Pearl Jam canceled this Wednesday’s (April 20th) concert in Raleigh, North Carolina in protest of the state’s new anti-LGBT law, known officially as HB2 or the Public Facilities Privacy and Security Act. In a statement on the band’s website, the band said, “The HB2 law that was recently passed is a despicable piece of legislation that encourages discrimination against an entire group of American citizens. The practical implications are expansive and its negative impact upon basic human rights is profound. We want America to be a place where no one can be turned away from a business because of who they love or fired from their job for who they are.”
The band added, “It is for this reason that we must take a stand against prejudice, along with other artists and businesses, and join those in North Carolina who are working to oppose HB2 and repair what is currently unacceptable. We have communicated with local groups and will be providing them with funds to help facilitate progress on this issue. In the meantime we will be watching with hope and waiting in line for a time when we can return.”
- HB2, signed into law late last month by Republican governor Pat McCrory, makes it illegal for transgender men who identify as women to use women’s restrooms in North Carolina. Opponents say that the wording of the law makes widespread discrimination against LGBT citizens in other areas of life, including work and family matters, also legal.
- In addition to Pearl Jam, Bruce Springsteen, Bryan Adams, Ringo Starr and others have canceled shows in North Carolina. Mumford & Sons did play its show there but donated all the profits to local LGBT groups.

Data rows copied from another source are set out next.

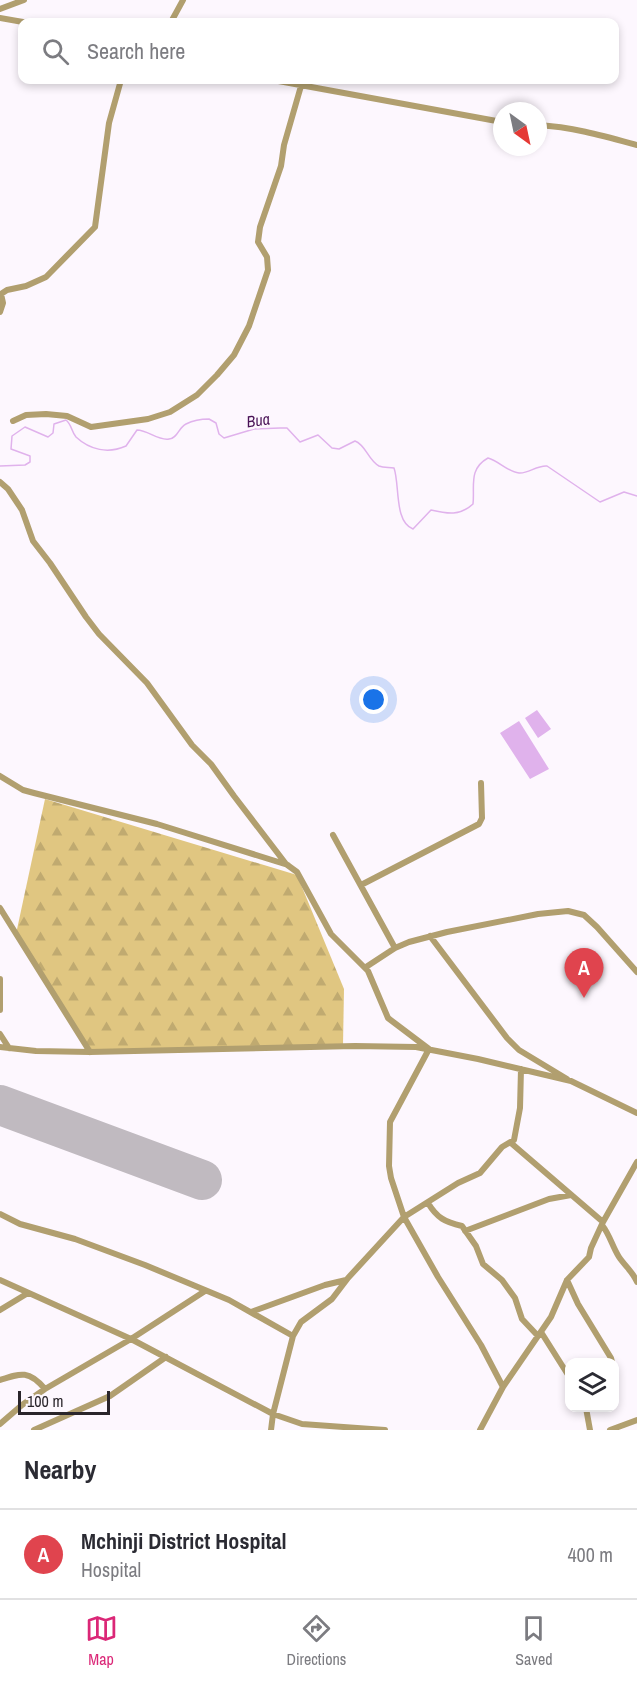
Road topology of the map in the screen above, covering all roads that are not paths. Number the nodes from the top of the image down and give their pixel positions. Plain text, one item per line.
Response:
1 (24, 0) edge
2 (183, 0) edge
3 (0, 9) edge
4 (0, 18) edge
5 (173, 18) edge
6 (18, 21) edge
7 (120, 84) edge
8 (292, 84) edge
9 (301, 86) junction
10 (493, 120) edge
11 (547, 125) edge
12 (637, 146) edge
13 (0, 312) edge
14 (13, 422) dead end
15 (0, 482) edge
16 (0, 776) edge
17 (481, 783) dead end
18 (333, 835) dead end
19 (288, 866) junction
20 (361, 885) junction
21 (2, 910) edge
22 (0, 921) edge
23 (430, 936) junction
24 (394, 948) junction
25 (366, 967) junction
26 (637, 972) edge
27 (0, 979) edge
28 (0, 1010) edge
29 (0, 1034) edge
30 (0, 1047) edge
31 (9, 1048) junction
32 (429, 1049) junction
33 (90, 1052) junction
34 (521, 1069) junction
35 (571, 1081) junction
36 (637, 1113) edge
37 (511, 1143) junction
38 (637, 1162) edge
39 (572, 1195) junction
40 (428, 1203) junction
41 (0, 1214) edge
42 (404, 1217) junction
43 (602, 1224) junction
44 (465, 1231) junction
45 (0, 1280) edge
46 (346, 1280) junction
47 (567, 1280) junction
48 (637, 1281) edge
49 (205, 1291) junction
50 (28, 1293) junction
51 (0, 1310) edge
52 (251, 1312) junction
53 (540, 1334) junction
54 (293, 1336) junction
55 (131, 1339) junction
56 (165, 1357) junction
57 (611, 1358) edge
58 (565, 1371) edge
59 (0, 1380) edge
60 (503, 1387) junction
61 (45, 1389) junction
62 (587, 1412) edge
63 (273, 1414) junction
64 (637, 1420) edge
65 (0, 1424) edge
66 (344, 1429) edge
67 (7, 1430) edge
68 (34, 1430) edge
69 (271, 1430) edge
70 (385, 1430) edge
71 (480, 1430) edge
72 (590, 1430) edge
73 (610, 1430) edge

1 - 3 street
2 - 5 street
4 - 6 street
7 - 13 street
8 - 9 street
9 - 10 street
9 - 14 street
11 - 12 street
15 - 19 street
16 - 19 street
17 - 20 street
18 - 20 street
19 - 25 street
20 - 24 street
21 - 22 street
21 - 33 street
23 - 24 street
23 - 26 street
23 - 35 street
24 - 25 street
25 - 32 street
27 - 28 street
29 - 31 street
30 - 31 street
31 - 33 street
32 - 33 street
32 - 34 street
32 - 42 street
34 - 35 street
34 - 37 street
35 - 36 street
37 - 39 street
37 - 40 street
38 - 43 street
39 - 43 street
39 - 44 street
40 - 42 street
40 - 44 street
41 - 49 street
42 - 46 street
42 - 60 street
43 - 47 street
43 - 48 street
44 - 53 street
45 - 50 street
46 - 52 street
46 - 54 street
47 - 53 street
47 - 57 street
49 - 52 street
49 - 55 street
50 - 51 street
50 - 55 street
52 - 54 street
53 - 58 street
53 - 60 street
54 - 63 street
55 - 56 street
55 - 61 street
56 - 63 street
56 - 68 street
59 - 61 street
60 - 71 street
61 - 65 street
62 - 72 street
63 - 66 street
63 - 69 street
64 - 73 street
65 - 67 street
66 - 70 street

- Pearl Jam singer Eddie Vedder has told us in the past that he finds it difficult but necessary to balance politics and music: [“Well, you don’t like to balance it at all. I’d rather just be an entertainer, but it just seems too important to back down and feel like, ‘Well, maybe I shouldn’t get into this territory because I want to remain an artist and I don’t want to confuse the people that listen to us or don’t want to turn them off because we’re talking about politics here.’ It’s like you have to act right now. You just have to.”] SOUNDCUE(:20 OC: . . . just have to.)
- Vedder addressed the issue during the band’s show in Hampton, Virginia on Monday night (April 18th), telling the largely appreciative audience, “We had to make a real tough call . . . we thought we could still play and make things right and we could fortify all the people on the ground working to repeal this despicable law.”
- He continued, “We thought we could take the money and give it to them and still play the show but the reality is there is nothing like the immense power like boycotting and putting a strain and it’s a shame because people are going to be affected that don’t deserve it but it could be the way that ultimately is gonna effect change . . . “
- Vedder also apologized to fans in Raleigh, people who planned to go to Raleigh for the show, and “to the locals who probably believe in the same things that we do.”
- Pearl Jam, who kicked off its current North American tour on April 8th, next plays in Columbia, South Carolina on Thursday (April 21st).
CHECK IT OUT: Watch Eddie Vedder address the North Carolina cancellation in Hampton, Virginia:
- Do you think Pearl Jam was right to boycott the show?
- Whether you agree or disagree with the band’s stance, does it still hurt their fans, local crew members and others who are caught in the crossfire over this?
- Or is boycotting the state and taking money out of it — like other acts and several major companies are doing — the only way to make a point?
INTERNET COMMENTS at Alternative Nation — agree or not?
TonyClifton wrote: “If Pearl Jam want to make a stand in this way that is their right, but people make many plans and it’s more than the cost of the tickets to the show that Im not sure they have calculated in. So do it and make a stand when it occurs, to not only show the definitive protest of such absurd legislation, but it’s also to give ample time to cancel any additional accommodations. I personally think playing the show and donating all proceeds to the causes fighting against this injustice would have been more helpful.”
Katie wrote: “I live in Asheville. I’m mortified to say I live in a state which would pass such legislation. I can understand exactly why Pearl Jam pulled out. Perhaps Eddie gets a bit passionate about his political beliefs, but better they have strong convictions and stand by what they believe in. I for one applaud them.”
Billy wrote: “i’m not against this, i’m happy they did it. I hope more and more bands do this. It’s time for ppl to realize it is 2016 and these old ways of thinking are just so obsolete and repressive.”
cmlukey wrote: “Bye-Bye, PJ. I am boycotting you, forever. These buffoons probably did not even read the law and have no concept of how gender-neutral facilities have endangered women and children.”
thechadmesser wrote: “Statistically speaking, cmlukey, children face a MUCH greater danger of being molested in church or in their own homes than in the restroom with a trans person. The argument that NC is protecting anything other than the votes and prejudices of idiots like you is moronic.